NEW DELHI: Delhi witnessed its coldest day of the season as temperatures fell to 4.2°C, while air quality remained in the “severe” category, making even routine outdoor activity hazardous. Amid this environmental crisis, a stark and unsettling reality has emerged outside the All India Institute of Medical Sciences (AIIMS), one of India’s most reputed government hospitals a growing population of patients and attendants living on pavements, footpaths and roadsides as they wait for medical care.
Wrapped in thin blankets and lying on frozen concrete, patients from Bihar, Uttar Pradesh, Jharkhand and other States have turned public spaces into temporary shelters. Many say they were compelled to travel to Delhi after exhausting options in their home districts, drawn by AIIMS’s reputation for specialised treatment at low cost.
For them, the struggle does not begin inside hospital wards but at the gates.
Several patients point to the long waiting periods associated with online appointments, which can stretch into weeks or months.
For those with serious or progressive illnesses, waiting at home is not an option. Reaching Delhi and standing in physical queues remains the only perceived alternative. Lines reportedly form as early as 6 am and extend for hours, often without any assurance of securing an appointment.
Some patients say they have been waiting for nearly a week, sleeping outdoors through the night to retain their place.
Women and children are among the most visible sufferers. A woman from Bihar, who travelled with her five-year-old daughter, said she had no family support to leave the child behind. With no accommodation, she spends nights on the roadside and relies on food distributed by volunteers and sympathetic visitors. “We are here because treatment is necessary,” she said. “But surviving here is also a struggle.”
Non-governmental organisations and local residents have attempted to bridge the gap by providing meals, drinking water and blankets. Yet conditions remain far from humane. The makeshift resting areas lack basic sanitation, with stray dogs and rodents moving freely around patients sleeping near dustbins. In such circumstances, the risk of infection and further illness is evident.
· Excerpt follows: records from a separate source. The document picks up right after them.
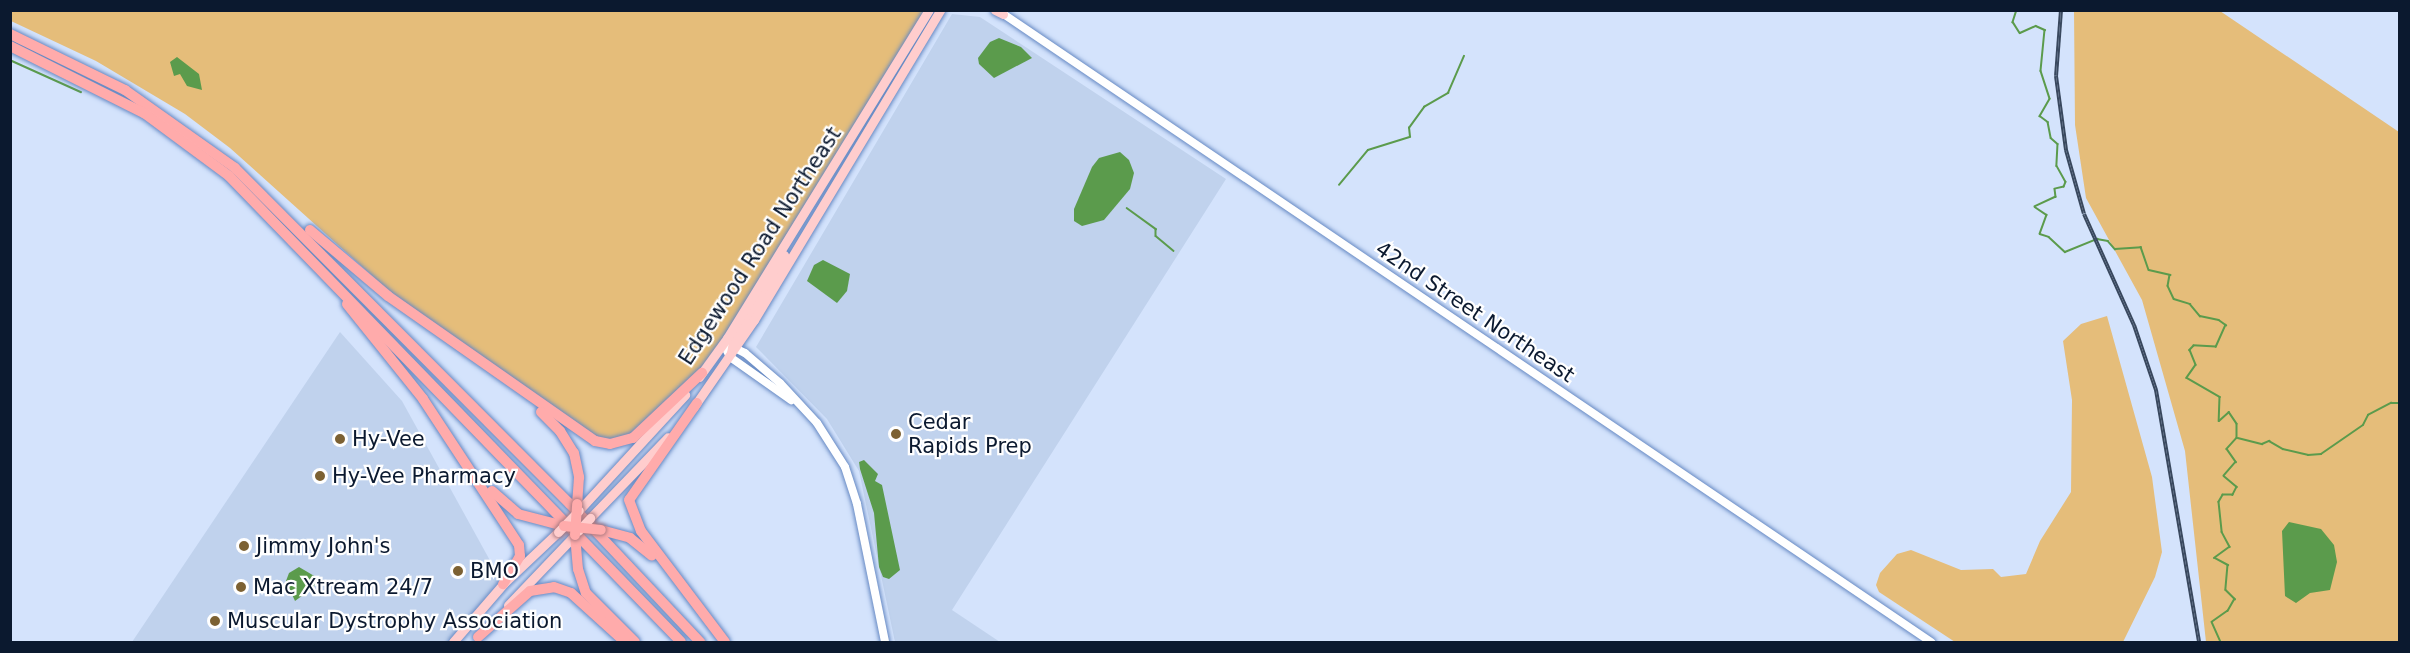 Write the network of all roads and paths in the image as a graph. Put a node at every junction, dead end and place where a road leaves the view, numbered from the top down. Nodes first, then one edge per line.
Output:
1 (929, 10) edge
2 (941, 11) edge
3 (999, 11) edge
4 (10, 34) edge
5 (10, 46) edge
6 (174, 121) junction
7 (301, 248) junction
8 (454, 343) junction
9 (730, 346) junction
10 (730, 357) junction
11 (702, 373) junction
12 (796, 402) junction
13 (697, 403) junction
14 (458, 448) junction
15 (577, 509) junction
16 (567, 530) junction
17 (503, 584) junction
18 (706, 621) junction
19 (476, 640) edge
20 (453, 642) edge
21 (625, 642) edge
22 (635, 642) edge
23 (681, 642) edge
24 (700, 642) edge
25 (725, 642) edge
26 (885, 642) edge
27 (1931, 642) edge

1 - 9 main road, Edgewood Road Northeast
2 - 9 main road, Edgewood Road Northeast
3 - 27 street, 42nd Street Northeast
4 - 6 highway
5 - 7 highway
6 - 8 highway
6 - 24 highway
7 - 14 highway
7 - 23 highway
8 - 11 highway
8 - 15 highway
9 - 10 main road, Edgewood Road Northeast
9 - 10 street
9 - 11 main road, Edgewood Road Northeast
9 - 12 street
10 - 12 street
10 - 13 main road, Edgewood Road Northeast
11 - 15 main road, Edgewood Road Northeast
12 - 26 street
13 - 16 main road, Edgewood Road Northeast, bridge
13 - 18 highway
14 - 16 highway
14 - 17 highway
15 - 16 highway, bridge
16 - 17 main road, Edgewood Road Northeast
16 - 18 highway, bridge
16 - 19 main road, Edgewood Road Northeast
16 - 22 highway
17 - 20 main road, Edgewood Road Northeast
18 - 25 highway
19 - 21 highway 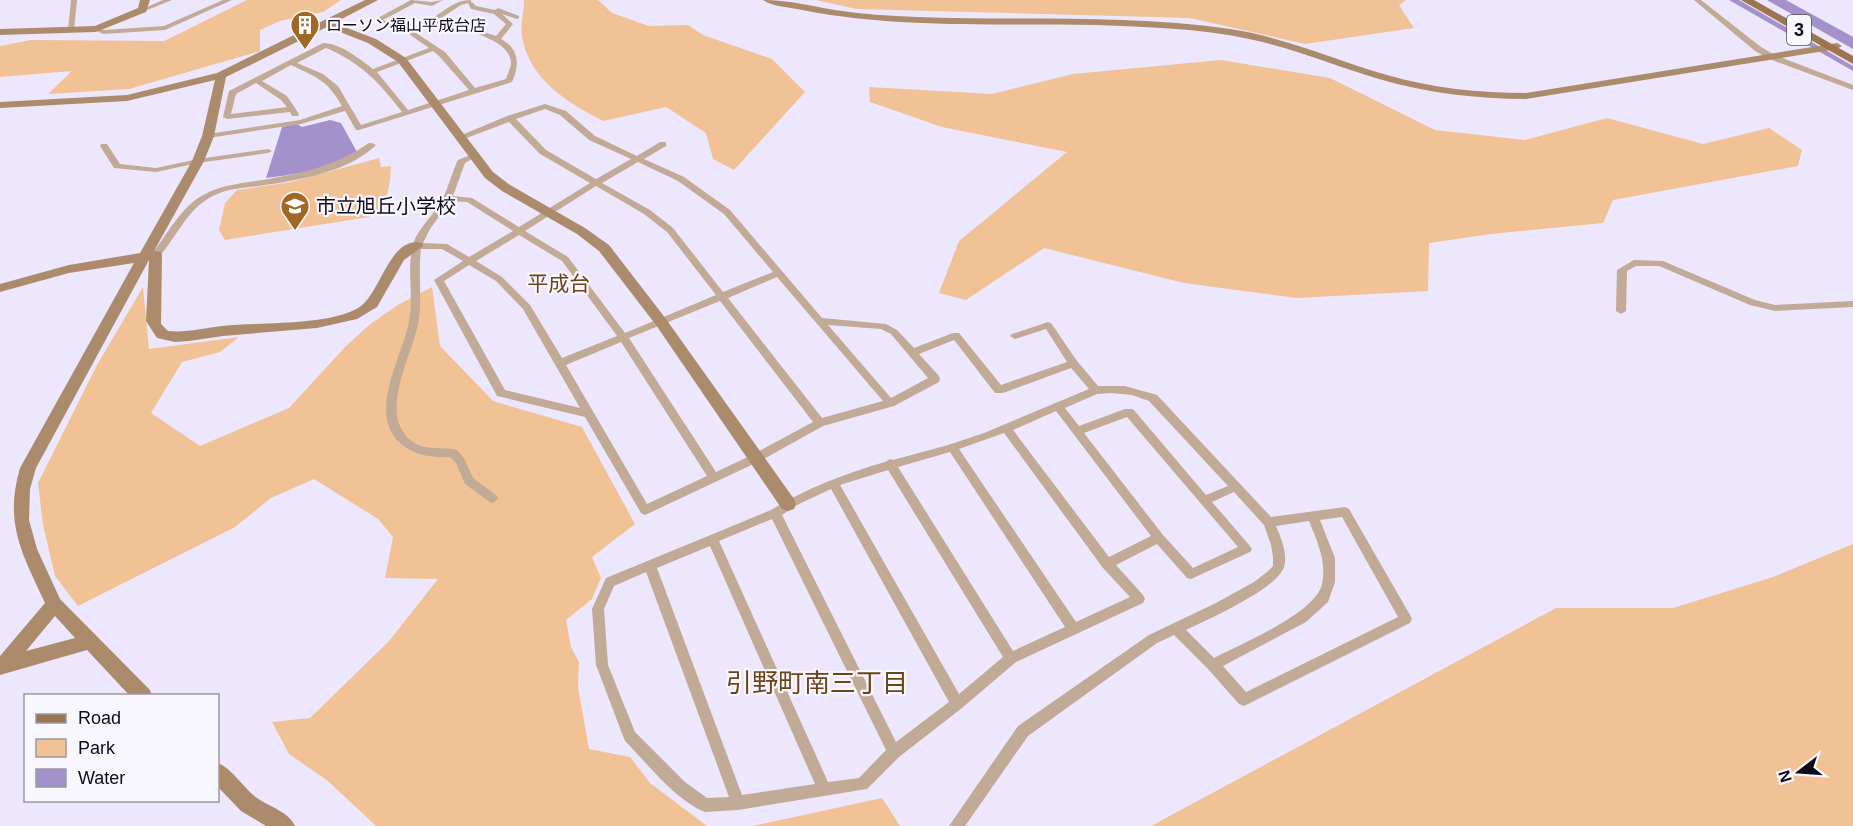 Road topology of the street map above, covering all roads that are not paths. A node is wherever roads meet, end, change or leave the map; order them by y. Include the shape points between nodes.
1 (74, 0) edge
2 (169, 0) edge
3 (229, 0) edge
4 (373, 0) edge
5 (440, 0) edge
6 (768, 0) edge
7 (1697, 0) edge
8 (1746, 0) edge
9 (1756, 0) edge
10 (469, 2) edge
11 (144, 5) edge
12 (517, 17) dead end
13 (432, 21) junction
14 (326, 23) junction
15 (96, 29) junction
16 (72, 30) junction
17 (408, 31) junction
18 (0, 32) edge
19 (498, 38) junction
20 (1833, 46) junction
21 (433, 49) junction
22 (1853, 55) edge
23 (1772, 57) junction
24 (402, 60) junction
25 (1853, 61) edge
26 (292, 63) junction
27 (374, 71) junction
28 (221, 75) junction
29 (256, 80) junction
30 (1853, 88) edge
31 (473, 91) junction
32 (435, 104) junction
33 (0, 105) edge
34 (345, 108) junction
35 (291, 110) junction
36 (407, 113) junction
37 (510, 118) junction
38 (301, 122) junction
39 (208, 136) junction
40 (460, 137) junction
41 (663, 144) dead end
42 (372, 145) dead end
43 (104, 146) dead end
44 (268, 151) dead end
45 (473, 156) junction
46 (638, 158) junction
47 (198, 161) junction
48 (596, 183) junction
49 (448, 198) junction
50 (549, 214) junction
51 (519, 232) junction
52 (417, 246) junction
53 (151, 255) junction
54 (470, 262) junction
55 (778, 273) junction
56 (0, 288) edge
57 (721, 297) junction
58 (1853, 304) edge
59 (1621, 311) dead end
60 (819, 321) junction
61 (661, 322) junction
62 (1015, 336) dead end
63 (623, 337) junction
64 (912, 353) junction
65 (560, 363) junction
66 (1073, 364) junction
67 (1096, 390) junction
68 (890, 403) junction
69 (1058, 406) junction
70 (590, 414) junction
71 (820, 423) junction
72 (1005, 427) junction
73 (1077, 431) junction
74 (952, 447) junction
75 (756, 458) junction
76 (890, 463) junction
77 (714, 477) junction
78 (833, 483) junction
79 (1236, 487) junction
80 (492, 498) dead end
81 (1205, 501) junction
82 (788, 504) junction
83 (775, 513) junction
84 (1313, 516) junction
85 (1269, 522) junction
86 (1160, 538) junction
87 (713, 540) junction
88 (1107, 564) junction
89 (650, 566) junction
90 (54, 604) junction
91 (1176, 629) junction
92 (1074, 630) junction
93 (91, 641) junction
94 (1011, 658) junction
95 (1213, 665) junction
96 (2, 667) edge
97 (140, 694) edge
98 (957, 704) junction
99 (894, 752) junction
100 (219, 774) edge
101 (824, 789) junction
102 (738, 803) junction
103 (285, 826) edge
104 (956, 826) edge

1 - 16 street
2 - 11 street
3 - 15 street via 165,28 104,32
4 - 14 street
5 - 17 street via 432,4 414,1 377,20
6 - 23 street via 871,17 1168,26 1230,32 1416,85 1485,97 1526,96
7 - 23 street
8 - 20 main road, 3
9 - 20 main road, 3
10 - 12 street
10 - 13 street via 459,3
10 - 19 street via 473,8 496,12 510,24
11 - 15 street
13 - 17 street
13 - 19 street
14 - 24 street via 372,41
14 - 28 street
15 - 16 street
16 - 18 street
17 - 21 street
19 - 31 street via 510,49 514,71 509,80
20 - 22 main road, 3
20 - 23 street
20 - 25 main road, 3
21 - 24 street
21 - 31 street via 442,54
23 - 30 street
24 - 27 street
24 - 32 street
26 - 27 street via 326,45
26 - 29 street
26 - 34 street via 335,88
27 - 36 street
28 - 33 street via 127,98
28 - 39 street
29 - 35 street via 284,98
29 - 35 street via 232,93 227,117
31 - 32 street
32 - 36 street
32 - 40 street
34 - 36 street via 359,128
34 - 38 street
35 - 38 street
37 - 40 street
37 - 46 street via 545,106 563,113 592,138
37 - 48 street via 543,152
38 - 39 street
39 - 47 street
40 - 45 street
41 - 46 street
42 - 53 street via 351,160 298,177 223,189 204,197 165,246
43 - 47 street via 117,166 156,170
44 - 47 street
45 - 49 street via 461,162
45 - 50 street via 506,188
46 - 48 street
46 - 55 street via 681,179 727,212
47 - 53 street
48 - 50 street
48 - 57 street via 670,230
49 - 51 street via 469,200
49 - 52 street
50 - 51 street
50 - 61 street via 604,248
51 - 54 street
51 - 63 street via 565,259
52 - 53 street via 398,256 380,298 363,312 256,330 179,336 166,336 153,321
52 - 54 street via 444,246
52 - 80 street via 413,328 399,364 390,415 396,432 411,447 427,453 453,453 469,481
53 - 56 street via 69,269
53 - 90 street via 40,441 22,489 21,520 29,549
54 - 65 street via 515,293
54 - 70 street via 439,280 501,393
55 - 57 street
55 - 60 street
57 - 61 street
57 - 71 street
58 - 59 street via 1775,308 1753,303 1660,263 1634,263 1622,270
60 - 64 street via 883,326 894,332
60 - 68 street
61 - 63 street
61 - 75 street
62 - 66 street via 1048,325
63 - 65 street
63 - 77 street
64 - 66 street via 956,336 999,390
64 - 68 street via 935,379
65 - 70 street
66 - 67 street
67 - 69 street
67 - 79 street via 1136,390 1153,398
68 - 71 street
69 - 72 street
69 - 73 street
70 - 77 street via 645,510
71 - 75 street
72 - 74 street
72 - 88 street
73 - 81 street via 1129,412
73 - 86 street
74 - 76 street
74 - 92 street
75 - 77 street
75 - 82 street
76 - 78 street
76 - 94 street
78 - 82 street
78 - 98 street
79 - 81 street
79 - 85 street
81 - 86 street via 1246,549 1191,574
82 - 83 street
83 - 87 street
83 - 99 street
84 - 85 street
84 - 95 street via 1329,558 1329,582 1323,598 1302,618
84 - 95 street via 1345,512 1406,619 1244,700
85 - 91 street via 1278,548 1278,568 1266,581
86 - 88 street
87 - 89 street
87 - 101 street
88 - 92 street via 1138,599
89 - 102 street
89 - 102 street via 610,582 598,609 602,665 630,736 680,787 705,804
90 - 93 street
90 - 96 street
91 - 95 street
91 - 104 street via 1153,639 1023,731
92 - 94 street
93 - 96 street
93 - 97 street
94 - 98 street
98 - 99 street
99 - 101 street via 862,784
100 - 103 street via 248,804
101 - 102 street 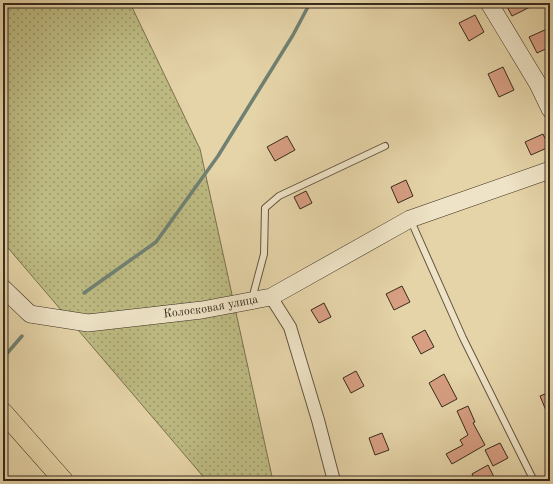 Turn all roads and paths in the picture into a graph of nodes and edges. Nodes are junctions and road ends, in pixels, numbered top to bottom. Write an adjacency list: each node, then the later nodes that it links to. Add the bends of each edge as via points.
1 (489, 3): 2 (street, via 538,84)
2 (550, 109)
3 (385, 146): 8 (lane, via 279,196 265,208 264,254)
4 (550, 170): 5 (street, Колосковая улица)
5 (410, 220): 7 (street, Колосковая улица); 12 (lane, via 463,338)
6 (3, 288): 8 (street, Колосковая улица, via 30,314 88,323 202,310)
7 (271, 297): 8 (street, Колосковая улица); 11 (street, via 290,327)
8 (252, 301)
9 (3, 412): 10 (main road)
10 (64, 481)
11 (334, 481)
12 (534, 481) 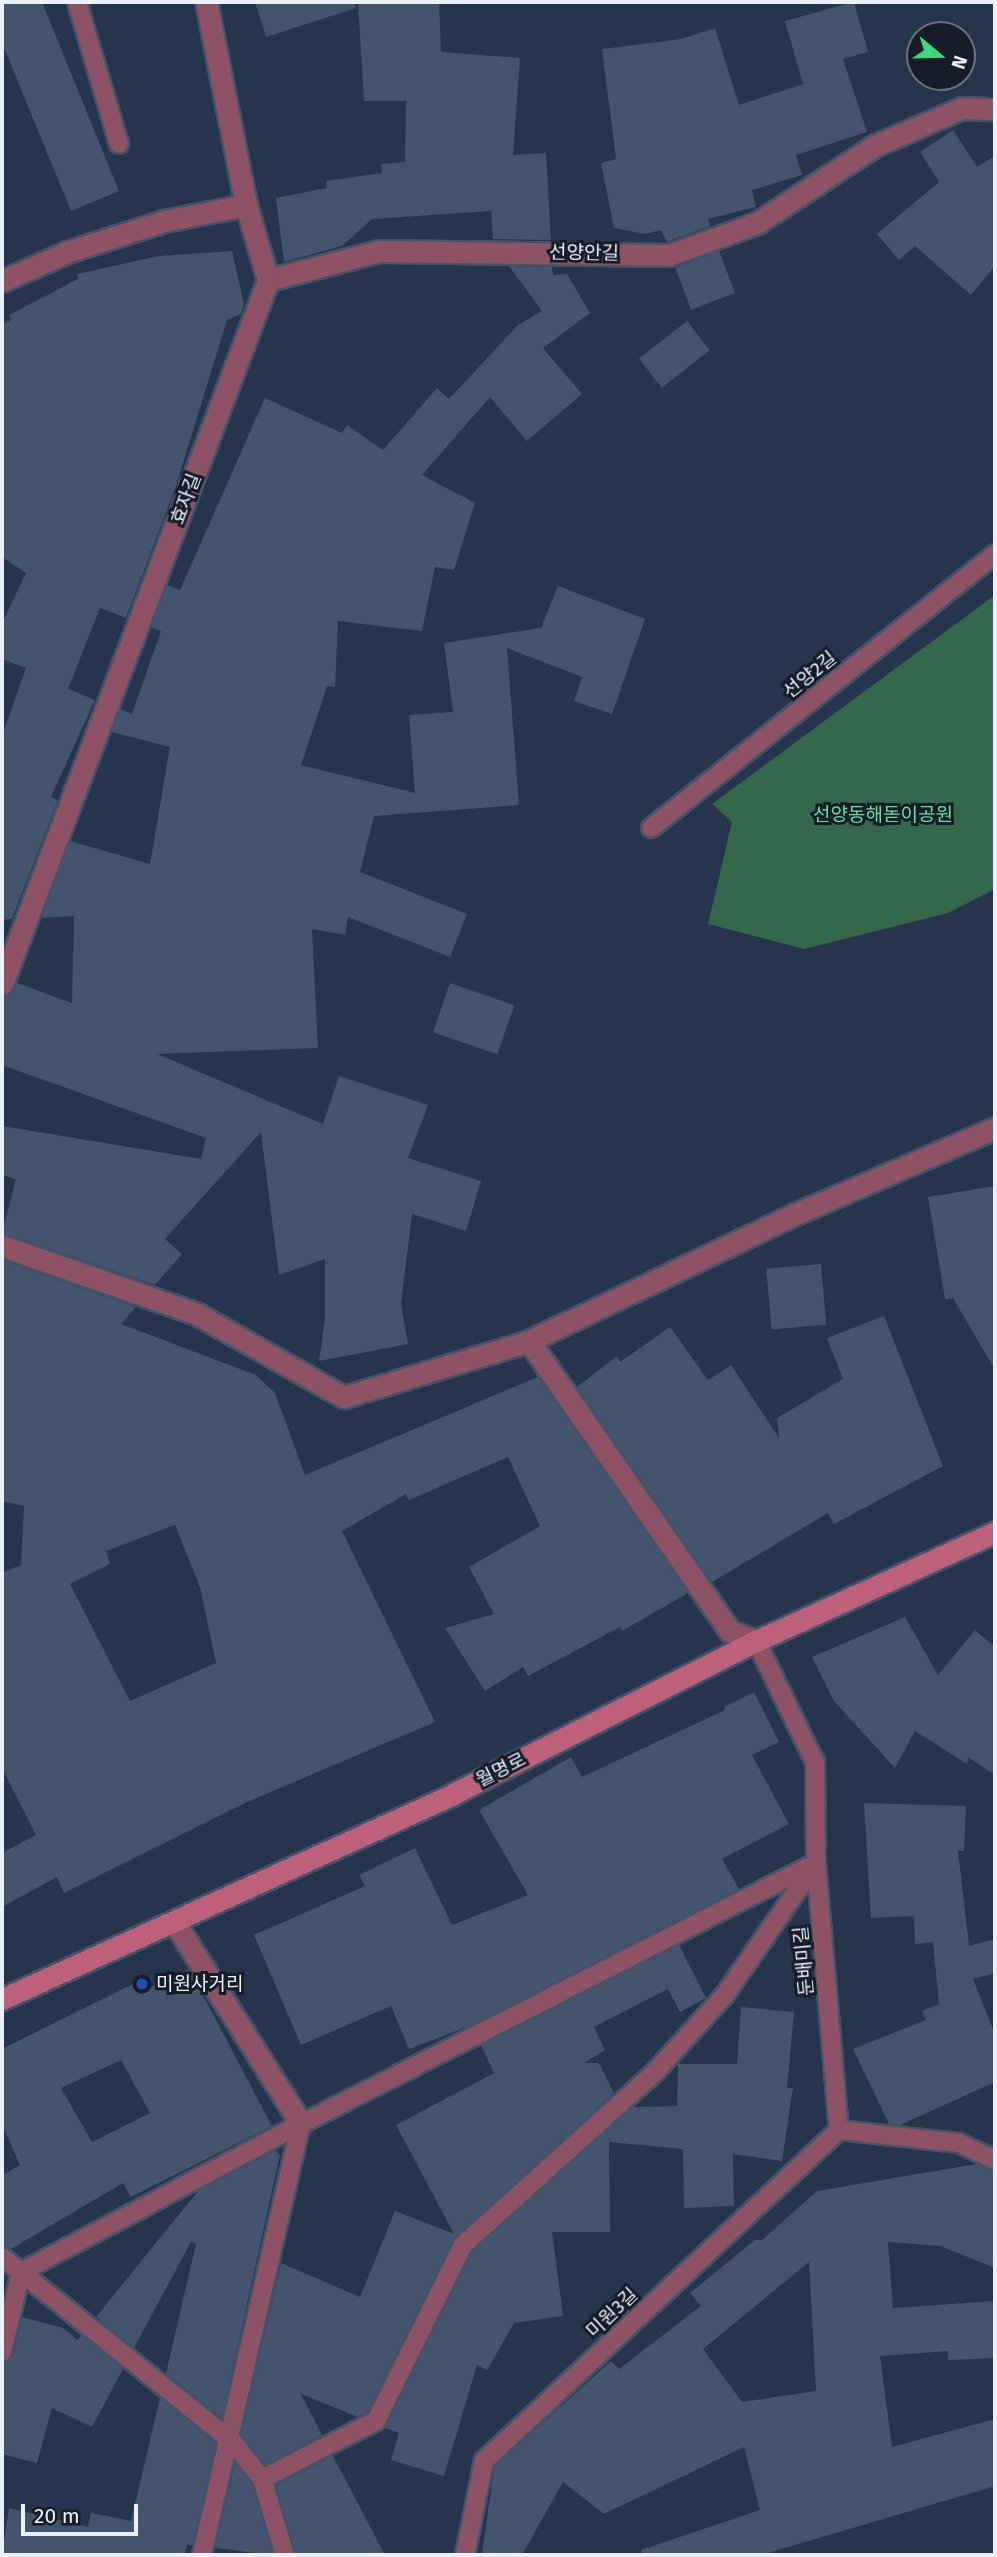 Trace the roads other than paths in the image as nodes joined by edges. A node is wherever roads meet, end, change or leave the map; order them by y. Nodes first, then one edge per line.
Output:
1 (77, 2) edge
2 (206, 2) edge
3 (995, 109) edge
4 (119, 144) dead end
5 (246, 205) junction
6 (268, 280) junction
7 (2, 281) edge
8 (995, 554) edge
9 (651, 828) dead end
10 (2, 984) edge
11 (995, 1128) edge
12 (2, 1246) edge
13 (529, 1341) junction
14 (995, 1532) edge
15 (756, 1641) junction
16 (816, 1863) junction
17 (175, 1923) junction
18 (2, 1998) edge
19 (300, 2124) junction
20 (839, 2130) junction
21 (995, 2160) edge
22 (2, 2257) edge
23 (22, 2272) junction
24 (2, 2352) edge
25 (232, 2441) junction
26 (262, 2479) junction
27 (202, 2555) edge
28 (285, 2555) edge
29 (465, 2555) edge

1 - 4 lane
2 - 5 street
3 - 6 street, 선양안길
5 - 6 street
5 - 7 street
6 - 10 street, 효자길
8 - 9 lane, 선양2길
11 - 13 street
12 - 13 street
13 - 15 street
14 - 15 street, 월명로
15 - 16 lane, 둔배미길
15 - 17 street, 월명로
16 - 19 lane
16 - 20 lane, 둔배미길
16 - 26 lane
17 - 18 street, 월명로
17 - 19 street
19 - 23 lane
19 - 25 lane
20 - 21 lane
20 - 29 lane, 미원3길
22 - 23 lane
23 - 24 lane
23 - 25 lane
25 - 26 lane
25 - 27 lane
26 - 28 lane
Government-run vishram sadans near AIIMS are intended to provide shelter to outstation patients, but many allege that these facilities are overcrowded. Patients claim beds are unavailable, access is limited, or documentation requirements prove difficult for those already under stress. Hospital authorities and medical staff are widely aware of the situation, though systemic limitations are often cited.
The scenes outside AIIMS raise difficult questions about access, capacity and dignity in India’s public healthcare system.
While the institution remains a symbol of medical excellence, the conditions endured by those waiting outside suggest a troubling disconnect one where the promise of care is accompanied by an unspoken cost borne on Delhi’s cold pavements.